Сергей наклонился к ней.
— Дети должны закрывать глаза родителям, а вышло наоборот, — прошептала она. — Напишите, сыночки, на его могилке…
Не договорив, она протянула листок бумаги. Бумажка поплыла по рукам: «И сотворите ближнему своему якоже для себя сотворите».
Сергей представил себе такую эпитафию на могильной плите и стал расстегивать воротничок — не хватало воздуха. Да, Гранин для своего ближнего действительно сотворил все.
— Мы обязательно напишем, — твердо, как клятву, произнес Кирсанов.
Горе единит людей, особенно тех, чьи судьбы скреплены общностью взглядов и неразрывным небесным братством.
В ушах летчиков еще звучали печальные похоронные звуки, потом мертвая тишина перед закрытым гробом на краю могилы и резкий вскрик жены Гранина, когда грянули сухие выстрелы прощального салюта. Виделись им суровые и повзрослевшие, очень похожие на отца лица его сыновей.
Испытателям хотелось побыть одним и по-мужски, немногословно, поговорить между собой.
На следующий день они собрались в квартире Кирсанова. Бродов, Ильчук, Ступин, Кирсанов. Четверо.
На столе — водка, горка нарезанной колбасы, огурцы. Бродов наполнил стаканы. Один отставил в сторонку.
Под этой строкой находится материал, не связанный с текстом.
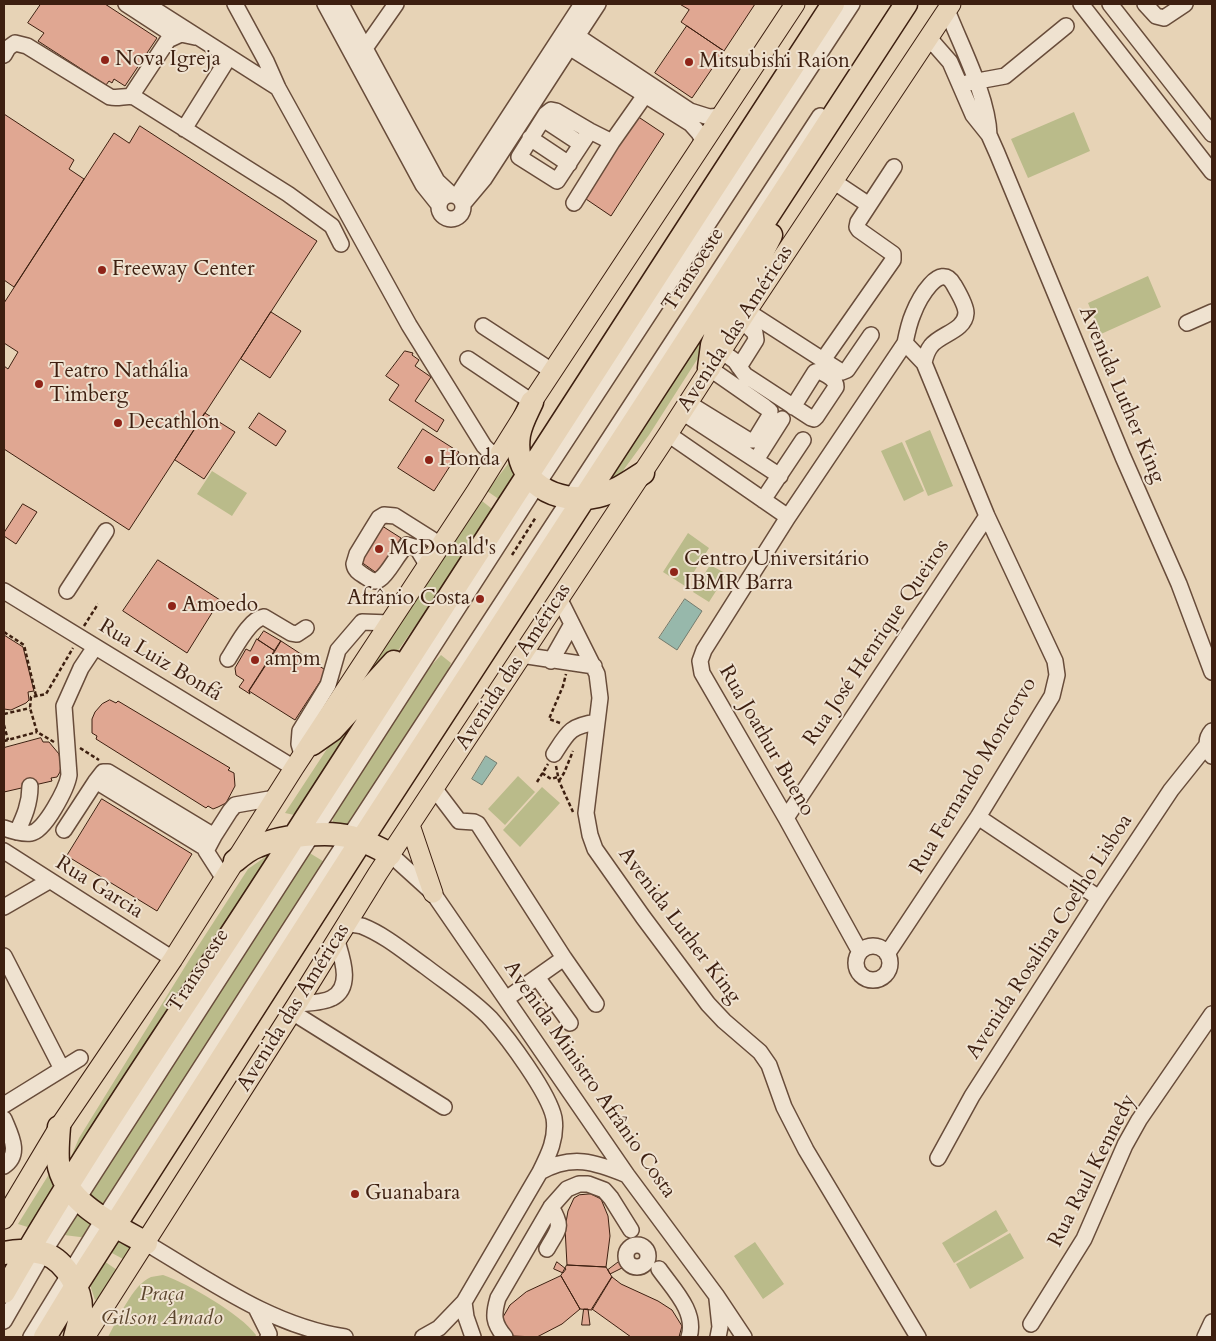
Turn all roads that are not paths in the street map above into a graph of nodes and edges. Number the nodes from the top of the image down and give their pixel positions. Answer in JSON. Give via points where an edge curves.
{"nodes":[{"id":1,"x":126,"y":4,"type":"edge"},
{"id":2,"x":146,"y":4,"type":"edge"},
{"id":3,"x":235,"y":4,"type":"edge"},
{"id":4,"x":325,"y":4,"type":"edge"},
{"id":5,"x":341,"y":4,"type":"edge"},
{"id":6,"x":396,"y":4,"type":"edge"},
{"id":7,"x":582,"y":4,"type":"edge"},
{"id":8,"x":598,"y":4,"type":"edge"},
{"id":9,"x":795,"y":4,"type":"edge"},
{"id":10,"x":833,"y":4,"type":"edge"},
{"id":11,"x":852,"y":4,"type":"edge"},
{"id":12,"x":893,"y":4,"type":"edge"},
{"id":13,"x":906,"y":4,"type":"edge"},
{"id":14,"x":1081,"y":4,"type":"edge"},
{"id":15,"x":1110,"y":4,"type":"edge"},
{"id":16,"x":1145,"y":4,"type":"edge"},
{"id":17,"x":1182,"y":5,"type":"edge"},
{"id":18,"x":949,"y":7,"type":"edge"},
{"id":19,"x":1066,"y":26,"type":"dead end"},
{"id":20,"x":1132,"y":32,"type":"junction"},
{"id":21,"x":175,"y":36,"type":"junction"},
{"id":22,"x":198,"y":38,"type":"junction"},
{"id":23,"x":568,"y":38,"type":"junction"},
{"id":24,"x":929,"y":38,"type":"junction"},
{"id":25,"x":1114,"y":44,"type":"junction"},
{"id":26,"x":361,"y":54,"type":"junction"},
{"id":27,"x":4,"y":55,"type":"edge"},
{"id":28,"x":230,"y":57,"type":"junction"},
{"id":29,"x":968,"y":83,"type":"junction"},
{"id":30,"x":278,"y":88,"type":"junction"},
{"id":31,"x":648,"y":90,"type":"junction"},
{"id":32,"x":131,"y":96,"type":"junction"},
{"id":33,"x":722,"y":116,"type":"junction"},
{"id":34,"x":542,"y":119,"type":"junction"},
{"id":35,"x":1209,"y":125,"type":"edge"},
{"id":36,"x":1176,"y":126,"type":"junction"},
{"id":37,"x":184,"y":129,"type":"junction"},
{"id":38,"x":590,"y":131,"type":"junction"},
{"id":39,"x":530,"y":138,"type":"junction"},
{"id":40,"x":612,"y":142,"type":"junction"},
{"id":41,"x":704,"y":143,"type":"junction"},
{"id":42,"x":581,"y":144,"type":"junction"},
{"id":43,"x":569,"y":164,"type":"junction"},
{"id":44,"x":894,"y":167,"type":"dead end"},
{"id":45,"x":800,"y":168,"type":"junction"},
{"id":46,"x":1212,"y":172,"type":"edge"},
{"id":47,"x":833,"y":181,"type":"junction"},
{"id":48,"x":458,"y":198,"type":"junction"},
{"id":49,"x":574,"y":203,"type":"dead end"},
{"id":50,"x":439,"y":205,"type":"junction"},
{"id":51,"x":869,"y":205,"type":"junction"},
{"id":52,"x":341,"y":244,"type":"dead end"},
{"id":53,"x":1212,"y":312,"type":"edge"},
{"id":54,"x":744,"y":316,"type":"junction"},
{"id":55,"x":1187,"y":323,"type":"dead end"},
{"id":56,"x":483,"y":326,"type":"dead end"},
{"id":57,"x":871,"y":335,"type":"dead end"},
{"id":58,"x":904,"y":343,"type":"junction"},
{"id":59,"x":468,"y":358,"type":"dead end"},
{"id":60,"x":715,"y":360,"type":"junction"},
{"id":61,"x":823,"y":360,"type":"junction"},
{"id":62,"x":924,"y":363,"type":"junction"},
{"id":63,"x":739,"y":367,"type":"junction"},
{"id":64,"x":552,"y":372,"type":"junction"},
{"id":65,"x":532,"y":402,"type":"junction"},
{"id":66,"x":685,"y":407,"type":"junction"},
{"id":67,"x":794,"y":407,"type":"dead end"},
{"id":68,"x":782,"y":420,"type":"dead end"},
{"id":69,"x":668,"y":434,"type":"junction"},
{"id":70,"x":803,"y":440,"type":"dead end"},
{"id":71,"x":499,"y":455,"type":"junction"},
{"id":72,"x":756,"y":460,"type":"junction"},
{"id":73,"x":643,"y":473,"type":"junction"},
{"id":74,"x":780,"y":476,"type":"junction"},
{"id":75,"x":532,"y":479,"type":"junction"},
{"id":76,"x":577,"y":498,"type":"junction"},
{"id":77,"x":763,"y":500,"type":"junction"},
{"id":78,"x":988,"y":516,"type":"junction"},
{"id":79,"x":788,"y":517,"type":"junction"},
{"id":80,"x":106,"y":532,"type":"dead end"},
{"id":81,"x":441,"y":545,"type":"junction"},
{"id":82,"x":428,"y":566,"type":"junction"},
{"id":83,"x":4,"y":591,"type":"edge"},
{"id":84,"x":67,"y":591,"type":"dead end"},
{"id":85,"x":559,"y":598,"type":"junction"},
{"id":86,"x":442,"y":607,"type":"junction"},
{"id":87,"x":390,"y":623,"type":"junction"},
{"id":88,"x":572,"y":624,"type":"junction"},
{"id":89,"x":306,"y":628,"type":"dead end"},
{"id":90,"x":95,"y":647,"type":"junction"},
{"id":91,"x":521,"y":656,"type":"junction"},
{"id":92,"x":228,"y":660,"type":"dead end"},
{"id":93,"x":551,"y":661,"type":"junction"},
{"id":94,"x":594,"y":666,"type":"junction"},
{"id":95,"x":1212,"y":672,"type":"edge"},
{"id":96,"x":597,"y":722,"type":"junction"},
{"id":97,"x":1210,"y":744,"type":"edge"},
{"id":98,"x":554,"y":754,"type":"road end"},
{"id":99,"x":303,"y":756,"type":"junction"},
{"id":100,"x":30,"y":786,"type":"dead end"},
{"id":101,"x":434,"y":788,"type":"junction"},
{"id":102,"x":275,"y":798,"type":"junction"},
{"id":103,"x":978,"y":817,"type":"junction"},
{"id":104,"x":786,"y":818,"type":"junction"},
{"id":105,"x":410,"y":825,"type":"junction"},
{"id":106,"x":10,"y":830,"type":"edge"},
{"id":107,"x":64,"y":830,"type":"dead end"},
{"id":108,"x":302,"y":836,"type":"junction"},
{"id":109,"x":356,"y":839,"type":"junction"},
{"id":110,"x":210,"y":842,"type":"junction"},
{"id":111,"x":4,"y":851,"type":"edge"},
{"id":112,"x":390,"y":854,"type":"junction"},
{"id":113,"x":229,"y":870,"type":"junction"},
{"id":114,"x":49,"y":881,"type":"junction"},
{"id":115,"x":433,"y":893,"type":"junction"},
{"id":116,"x":1099,"y":898,"type":"junction"},
{"id":117,"x":4,"y":907,"type":"edge"},
{"id":118,"x":347,"y":924,"type":"junction"},
{"id":119,"x":336,"y":941,"type":"junction"},
{"id":120,"x":860,"y":952,"type":"junction"},
{"id":121,"x":887,"y":954,"type":"junction"},
{"id":122,"x":4,"y":956,"type":"edge"},
{"id":123,"x":564,"y":958,"type":"junction"},
{"id":124,"x":172,"y":959,"type":"junction"},
{"id":125,"x":537,"y":977,"type":"junction"},
{"id":126,"x":876,"y":979,"type":"joint"},
{"id":127,"x":506,"y":999,"type":"junction"},
{"id":128,"x":596,"y":1004,"type":"dead end"},
{"id":129,"x":294,"y":1008,"type":"junction"},
{"id":130,"x":1212,"y":1014,"type":"edge"},
{"id":131,"x":570,"y":1023,"type":"dead end"},
{"id":132,"x":80,"y":1058,"type":"dead end"},
{"id":133,"x":62,"y":1069,"type":"junction"},
{"id":134,"x":4,"y":1105,"type":"edge"},
{"id":135,"x":444,"y":1107,"type":"dead end"},
{"id":136,"x":4,"y":1119,"type":"edge"},
{"id":137,"x":59,"y":1127,"type":"junction"},
{"id":138,"x":938,"y":1158,"type":"dead end"},
{"id":139,"x":4,"y":1166,"type":"edge"},
{"id":140,"x":540,"y":1172,"type":"junction"},
{"id":141,"x":627,"y":1174,"type":"junction"},
{"id":142,"x":72,"y":1193,"type":"junction"},
{"id":143,"x":551,"y":1207,"type":"junction"},
{"id":144,"x":4,"y":1219,"type":"edge"},
{"id":145,"x":109,"y":1222,"type":"junction"},
{"id":146,"x":146,"y":1243,"type":"junction"},
{"id":147,"x":547,"y":1249,"type":"dead end"},
{"id":148,"x":35,"y":1252,"type":"junction"},
{"id":149,"x":4,"y":1253,"type":"edge"},
{"id":150,"x":72,"y":1280,"type":"junction"},
{"id":151,"x":4,"y":1292,"type":"edge"},
{"id":152,"x":716,"y":1295,"type":"junction"},
{"id":153,"x":464,"y":1302,"type":"junction"},
{"id":154,"x":256,"y":1308,"type":"junction"},
{"id":155,"x":4,"y":1321,"type":"edge"},
{"id":156,"x":1212,"y":1322,"type":"edge"},
{"id":157,"x":1031,"y":1324,"type":"dead end"},
{"id":158,"x":315,"y":1336,"type":"edge"},
{"id":159,"x":31,"y":1337,"type":"edge"},
{"id":160,"x":45,"y":1337,"type":"edge"},
{"id":161,"x":74,"y":1337,"type":"edge"},
{"id":162,"x":85,"y":1337,"type":"edge"},
{"id":163,"x":268,"y":1337,"type":"edge"},
{"id":164,"x":345,"y":1337,"type":"edge"},
{"id":165,"x":423,"y":1337,"type":"edge"},
{"id":166,"x":473,"y":1337,"type":"edge"},
{"id":167,"x":505,"y":1337,"type":"edge"},
{"id":168,"x":689,"y":1337,"type":"edge"},
{"id":169,"x":718,"y":1337,"type":"edge"},
{"id":170,"x":744,"y":1337,"type":"edge"},
{"id":171,"x":918,"y":1337,"type":"edge"},
{"id":172,"x":1205,"y":1337,"type":"edge"}],
"edges":[{"from":1,"to":21,"type":"street"},
{"from":2,"to":22,"type":"street"},
{"from":3,"to":30,"type":"street"},
{"from":4,"to":26,"type":"street"},
{"from":5,"to":26,"type":"street"},
{"from":6,"to":26,"type":"street"},
{"from":7,"to":23,"type":"street"},
{"from":8,"to":23,"type":"street"},
{"from":9,"to":33,"type":"main road"},
{"from":10,"to":75,"type":"highway"},
{"from":11,"to":75,"type":"street","name":"Transoeste"},
{"from":12,"to":76,"type":"street","name":"Transoeste"},
{"from":13,"to":45,"type":"highway","name":"Avenida das Américas"},
{"from":14,"to":25,"type":"street"},
{"from":15,"to":20,"type":"street"},
{"from":16,"to":17,"type":"street","via":[[1159,18]]},
{"from":18,"to":24,"type":"main road","name":"Avenida das Américas"},
{"from":18,"to":29,"type":"street","name":"Avenida Luther King"},
{"from":19,"to":29,"type":"street","via":[[1005,76]]},
{"from":20,"to":25,"type":"street"},
{"from":20,"to":35,"type":"street"},
{"from":21,"to":22,"type":"street","via":[[188,34]]},
{"from":21,"to":32,"type":"street","via":[[164,44]]},
{"from":22,"to":28,"type":"street"},
{"from":23,"to":31,"type":"street"},
{"from":23,"to":48,"type":"street","via":[[516,118],[484,179]]},
{"from":24,"to":29,"type":"street","name":"Avenida Luther King"},
{"from":24,"to":47,"type":"main road","name":"Avenida das Américas"},
{"from":25,"to":36,"type":"street"},
{"from":26,"to":48,"type":"street","via":[[437,181]]},
{"from":26,"to":50,"type":"street","via":[[423,186]]},
{"from":27,"to":32,"type":"street","via":[[8,48],[20,43],[110,97]]},
{"from":28,"to":30,"type":"street"},
{"from":28,"to":37,"type":"street"},
{"from":29,"to":95,"type":"street","name":"Avenida Luther King","via":[[985,110],[989,135],[1179,584]]},
{"from":30,"to":71,"type":"street","via":[[409,325],[484,446]]},
{"from":31,"to":33,"type":"street","via":[[699,115]]},
{"from":31,"to":40,"type":"street"},
{"from":31,"to":41,"type":"street","via":[[691,124]]},
{"from":32,"to":37,"type":"street"},
{"from":33,"to":41,"type":"main road"},
{"from":34,"to":38,"type":"street","via":[[551,110],[556,110]]},
{"from":34,"to":39,"type":"street"},
{"from":34,"to":42,"type":"street"},
{"from":35,"to":36,"type":"street"},
{"from":36,"to":46,"type":"street"},
{"from":37,"to":52,"type":"street","via":[[332,226]]},
{"from":38,"to":40,"type":"street"},
{"from":38,"to":42,"type":"street"},
{"from":39,"to":43,"type":"street"},
{"from":39,"to":43,"type":"street","via":[[519,157],[555,182]]},
{"from":40,"to":49,"type":"street"},
{"from":41,"to":64,"type":"main road"},
{"from":42,"to":43,"type":"street"},
{"from":44,"to":51,"type":"street"},
{"from":45,"to":60,"type":"highway","via":[[790,205],[716,334],[712,345]]},
{"from":45,"to":76,"type":"highway","name":"Avenida das Américas"},
{"from":47,"to":51,"type":"street"},
{"from":47,"to":54,"type":"main road","name":"Avenida das Américas"},
{"from":48,"to":50,"type":"street","via":[[443,197]]},
{"from":48,"to":50,"type":"street","via":[[462,214],[458,217],[449,220],[441,214]]},
{"from":51,"to":61,"type":"street","via":[[857,227],[893,254],[893,260]]},
{"from":53,"to":55,"type":"street"},
{"from":54,"to":60,"type":"main road","name":"Avenida das Américas"},
{"from":54,"to":61,"type":"street"},
{"from":54,"to":63,"type":"street","via":[[756,340]]},
{"from":56,"to":64,"type":"street"},
{"from":57,"to":61,"type":"street","via":[[847,370],[842,372]]},
{"from":58,"to":62,"type":"street","name":"Rua Fernando Moncorvo"},
{"from":58,"to":62,"type":"street","via":[[918,304],[937,278],[947,276],[966,313],[961,324],[930,346]]},
{"from":58,"to":79,"type":"street","name":"Rua Joathur Bueno"},
{"from":59,"to":65,"type":"street"},
{"from":60,"to":63,"type":"street","via":[[735,361]]},
{"from":60,"to":66,"type":"main road","name":"Avenida das Américas"},
{"from":60,"to":66,"type":"street","via":[[766,407],[770,417],[755,440],[748,440]]},
{"from":62,"to":78,"type":"street","name":"Rua Fernando Moncorvo"},
{"from":63,"to":67,"type":"street"},
{"from":64,"to":65,"type":"main road"},
{"from":65,"to":71,"type":"main road"},
{"from":65,"to":75,"type":"highway","via":[[519,435],[519,454]]},
{"from":66,"to":69,"type":"main road","name":"Avenida das Américas"},
{"from":66,"to":72,"type":"street"},
{"from":68,"to":72,"type":"street"},
{"from":69,"to":73,"type":"main road","name":"Avenida das Américas"},
{"from":69,"to":77,"type":"street"},
{"from":70,"to":74,"type":"street"},
{"from":71,"to":81,"type":"main road"},
{"from":72,"to":74,"type":"street"},
{"from":73,"to":76,"type":"highway","via":[[622,487],[599,496]]},
{"from":73,"to":85,"type":"main road","name":"Avenida das Américas"},
{"from":74,"to":77,"type":"street"},
{"from":75,"to":76,"type":"highway","via":[[546,492]]},
{"from":75,"to":86,"type":"highway"},
{"from":75,"to":108,"type":"street","name":"Transoeste","via":[[495,558],[445,635],[434,646]]},
{"from":76,"to":109,"type":"highway","name":"Avenida das Américas"},
{"from":76,"to":109,"type":"street","name":"Transoeste","via":[[530,558],[519,564],[508,580],[458,659],[457,671]]},
{"from":77,"to":79,"type":"street"},
{"from":78,"to":103,"type":"street","name":"Rua Fernando Moncorvo","via":[[1055,661],[1058,675],[1052,696]]},
{"from":78,"to":104,"type":"street","name":"Rua José Henrique Queiros"},
{"from":79,"to":104,"type":"street","name":"Rua Joathur Bueno","via":[[700,657],[702,673]]},
{"from":80,"to":84,"type":"street"},
{"from":81,"to":82,"type":"main road"},
{"from":81,"to":82,"type":"street","via":[[395,516],[384,515],[371,531],[354,564],[357,572],[375,581],[407,545],[417,548]]},
{"from":82,"to":87,"type":"main road"},
{"from":83,"to":90,"type":"street","name":"Rua Luiz Bonfá"},
{"from":85,"to":88,"type":"street","name":"Avenida Luther King"},
{"from":85,"to":91,"type":"main road","name":"Avenida das Américas"},
{"from":86,"to":99,"type":"highway","via":[[415,630],[393,663],[332,730]]},
{"from":86,"to":108,"type":"highway"},
{"from":87,"to":99,"type":"main road"},
{"from":87,"to":99,"type":"street","via":[[362,622],[338,650],[328,685],[300,731],[299,744]]},
{"from":88,"to":93,"type":"street"},
{"from":88,"to":94,"type":"street","name":"Avenida Luther King"},
{"from":89,"to":92,"type":"street","via":[[297,634],[291,633],[264,617],[259,618],[248,627]]},
{"from":90,"to":99,"type":"street","name":"Rua Luiz Bonfá"},
{"from":90,"to":106,"type":"street","via":[[81,668],[64,706],[70,775],[67,786],[40,829],[32,833]]},
{"from":91,"to":93,"type":"street"},
{"from":91,"to":101,"type":"main road","name":"Avenida das Américas"},
{"from":93,"to":94,"type":"street"},
{"from":94,"to":96,"type":"street","name":"Avenida Luther King","via":[[600,698]]},
{"from":96,"to":98,"type":"street","via":[[570,730]]},
{"from":96,"to":171,"type":"street","name":"Avenida Luther King","via":[[586,813],[595,849],[697,990],[724,1021],[760,1052],[769,1065],[784,1107],[806,1150]]},
{"from":97,"to":116,"type":"street","name":"Avenida Rosalina Coelho Lisboa","via":[[1171,790]]},
{"from":99,"to":102,"type":"main road"},
{"from":100,"to":106,"type":"street","via":[[26,812]]},
{"from":101,"to":105,"type":"main road","name":"Avenida das Américas"},
{"from":101,"to":123,"type":"street","via":[[457,820],[478,824]]},
{"from":102,"to":110,"type":"street","via":[[235,805]]},
{"from":102,"to":113,"type":"main road"},
{"from":103,"to":116,"type":"street"},
{"from":103,"to":121,"type":"street","name":"Rua Fernando Moncorvo"},
{"from":104,"to":120,"type":"street","name":"Rua Joathur Bueno"},
{"from":105,"to":112,"type":"main road","name":"Avenida das Américas"},
{"from":105,"to":115,"type":"main road"},
{"from":107,"to":110,"type":"street","via":[[102,772],[108,772]]},
{"from":108,"to":109,"type":"highway"},
{"from":108,"to":113,"type":"highway","via":[[249,850]]},
{"from":108,"to":142,"type":"highway"},
{"from":109,"to":112,"type":"highway"},
{"from":109,"to":145,"type":"highway","name":"Avenida das Américas"},
{"from":110,"to":113,"type":"street","via":[[206,854]]},
{"from":111,"to":114,"type":"street","name":"Rua Garcia"},
{"from":112,"to":115,"type":"street","name":"Avenida Ministro Afrânio Costa"},
{"from":112,"to":118,"type":"main road","name":"Avenida das Américas"},
{"from":113,"to":124,"type":"main road"},
{"from":114,"to":117,"type":"street"},
{"from":114,"to":124,"type":"street","name":"Rua Garcia"},
{"from":115,"to":127,"type":"street","name":"Avenida Ministro Afrânio Costa"},
{"from":116,"to":138,"type":"street","name":"Avenida Rosalina Coelho Lisboa","via":[[972,1096]]},
{"from":118,"to":119,"type":"main road","name":"Avenida das Américas"},
{"from":118,"to":140,"type":"street","name":"Avenida Ministro Afrânio Costa","via":[[361,926],[391,942],[469,1000],[504,1034],[550,1104],[554,1117],[553,1143]]},
{"from":119,"to":129,"type":"main road","name":"Avenida das Américas"},
{"from":119,"to":129,"type":"street","via":[[345,974],[338,993],[331,999]]},
{"from":120,"to":121,"type":"street","via":[[874,946],[884,949]]},
{"from":120,"to":126,"type":"street","name":"Rua Joathur Bueno","via":[[856,962],[859,971],[866,978]]},
{"from":121,"to":126,"type":"street","name":"Rua Fernando Moncorvo","via":[[889,969]]},
{"from":122,"to":133,"type":"street"},
{"from":123,"to":125,"type":"street"},
{"from":123,"to":128,"type":"street"},
{"from":124,"to":137,"type":"main road"},
{"from":125,"to":127,"type":"street"},
{"from":125,"to":131,"type":"street"},
{"from":127,"to":141,"type":"street","name":"Avenida Ministro Afrânio Costa"},
{"from":129,"to":135,"type":"street"},
{"from":129,"to":146,"type":"main road","name":"Avenida das Américas"},
{"from":130,"to":157,"type":"street","name":"Rua Raul Kennedy","via":[[1139,1120],[1084,1239]]},
{"from":132,"to":133,"type":"street"},
{"from":133,"to":134,"type":"street"},
{"from":136,"to":139,"type":"street","via":[[14,1145],[11,1158]]},
{"from":137,"to":142,"type":"highway","via":[[58,1162],[61,1175]]},
{"from":137,"to":144,"type":"main road"},
{"from":140,"to":141,"type":"street","via":[[571,1161],[587,1162]]},
{"from":140,"to":153,"type":"street","name":"Avenida Ministro Afrânio Costa"},
{"from":141,"to":152,"type":"street","name":"Avenida Ministro Afrânio Costa"},
{"from":142,"to":145,"type":"highway"},
{"from":142,"to":148,"type":"highway"},
{"from":143,"to":147,"type":"street","via":[[560,1227]]},
{"from":143,"to":167,"type":"street","via":[[498,1298],[494,1312],[497,1328]]},
{"from":143,"to":168,"type":"street","via":[[567,1189],[579,1184],[604,1190],[631,1230],[640,1254],[659,1269],[688,1310],[692,1328]]},
{"from":145,"to":146,"type":"highway"},
{"from":145,"to":150,"type":"highway","name":"Avenida das Américas"},
{"from":146,"to":154,"type":"street"},
{"from":146,"to":162,"type":"main road","name":"Avenida das Américas"},
{"from":148,"to":149,"type":"highway"},
{"from":148,"to":150,"type":"highway","via":[[58,1262]]},
{"from":148,"to":151,"type":"highway"},
{"from":148,"to":155,"type":"street"},
{"from":150,"to":159,"type":"street"},
{"from":150,"to":160,"type":"highway","name":"Avenida das Américas"},
{"from":150,"to":161,"type":"highway","via":[[81,1310]]},
{"from":152,"to":169,"type":"street"},
{"from":152,"to":170,"type":"street","name":"Avenida Ministro Afrânio Costa"},
{"from":153,"to":165,"type":"street","name":"Avenida Ministro Afrânio Costa","via":[[439,1328]]},
{"from":153,"to":166,"type":"street"},
{"from":154,"to":158,"type":"street"},
{"from":154,"to":163,"type":"street"},
{"from":156,"to":172,"type":"street"},
{"from":158,"to":164,"type":"street"}]}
Выпили молча, без тостов, не чокаясь, но взгляд каждого обращался к пятому стакану. Каждый думал о Гранине. И о себе. И о своей все-таки не совсем обычной работе. Кто говорит, даже если он принадлежит к когорте испытателей, что его работа самая обыкновенная, будничная, — не верьте ему! Это камуфляж, это просто рисовка. Правда, человек свыкается с опасностью, как привыкает он на войне к посвисту пуль. Человек обретает хладнокровие, работая под артобстрелом, но ведь какой-нибудь, даже шальной, осколок всегда может приласкаться к нему… Какая же это обыденность — борьба. Борьба за качество самолета, за его боевую эффективность, за живучесть и надежность. И потери здесь неизбежны… Кто из летчиков не задумывался над этим, теряя друга? Кто не отдавал себе отчета в том, что жребий, может быть предназначенный ему, выпал на долю другого и, может быть, наполненный стакан, стоящий в сторонке, мог бы быть предназначен тоже тебе? В такие моменты не рисуются.
Почему же все-таки отказал двигатель? В чем причина? Конечно, завтра, через день, через месяц, как только поступит «добро» на полеты, они вновь уйдут на задание и вновь будут отдавать любимой работе все свои силы, знания, опыт, все свое летное мастерство, но все эти дни их неотступно будет преследовать тяжкий вопрос: «Почему?»